= Task description =
The response must contain every line below in which "image" appears.

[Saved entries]
########
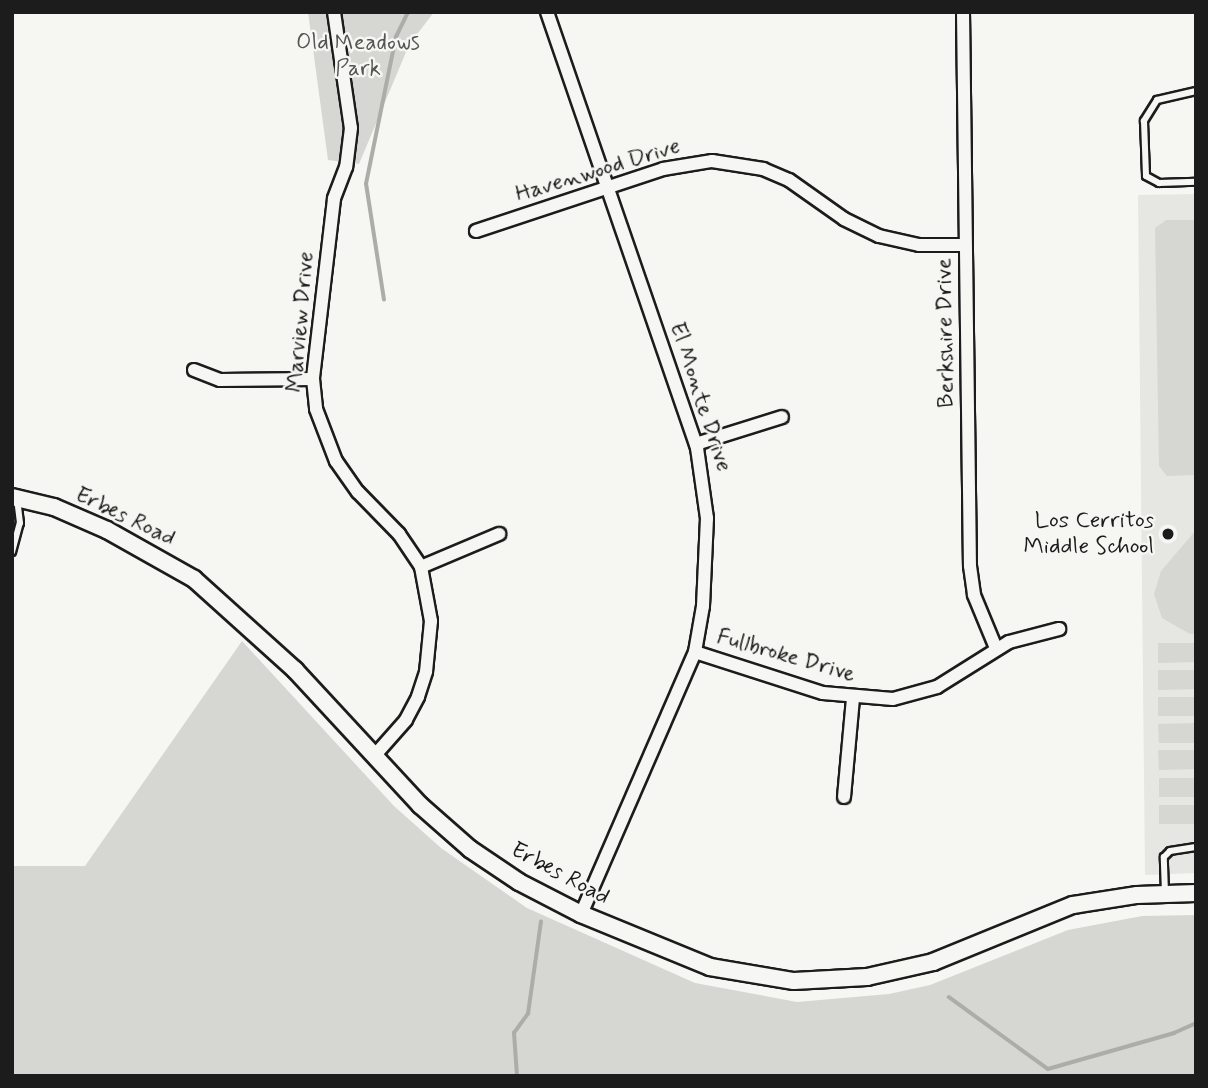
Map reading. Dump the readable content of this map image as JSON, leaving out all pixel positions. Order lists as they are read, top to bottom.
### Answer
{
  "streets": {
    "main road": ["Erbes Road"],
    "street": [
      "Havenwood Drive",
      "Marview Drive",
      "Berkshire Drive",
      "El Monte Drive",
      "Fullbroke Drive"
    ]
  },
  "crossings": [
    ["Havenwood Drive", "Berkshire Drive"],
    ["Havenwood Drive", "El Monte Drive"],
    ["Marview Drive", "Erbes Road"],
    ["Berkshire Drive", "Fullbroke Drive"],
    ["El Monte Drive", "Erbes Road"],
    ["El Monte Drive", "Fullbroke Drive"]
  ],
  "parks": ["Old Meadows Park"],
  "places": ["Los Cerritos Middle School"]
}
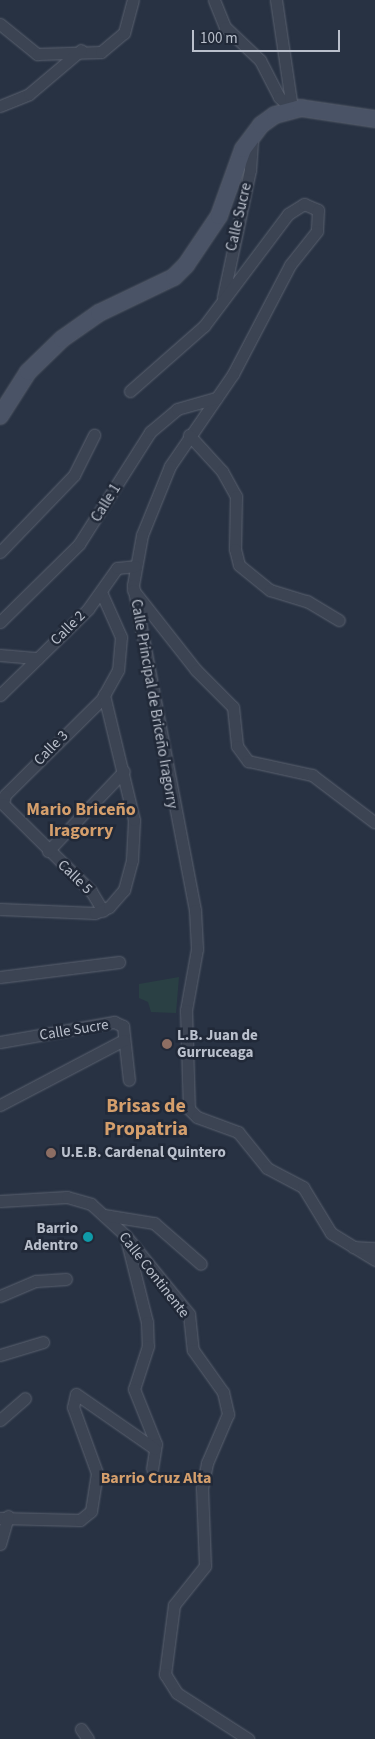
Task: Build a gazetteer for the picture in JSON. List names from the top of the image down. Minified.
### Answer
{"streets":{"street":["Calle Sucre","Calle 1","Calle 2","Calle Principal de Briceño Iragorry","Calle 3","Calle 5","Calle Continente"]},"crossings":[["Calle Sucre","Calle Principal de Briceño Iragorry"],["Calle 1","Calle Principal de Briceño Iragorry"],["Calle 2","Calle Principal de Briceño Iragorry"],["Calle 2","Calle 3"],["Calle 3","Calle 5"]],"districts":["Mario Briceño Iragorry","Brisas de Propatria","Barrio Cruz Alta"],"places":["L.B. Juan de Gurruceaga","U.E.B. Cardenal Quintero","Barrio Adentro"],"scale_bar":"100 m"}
########
= Response =
Map reading. Dump the readable content of this map image as JSON, leaving out all pixel positions. Order lists as they are read, top to bottom.
Task: Build a gazetteer for the picture in JSON. List names from the top of the image down. Minified.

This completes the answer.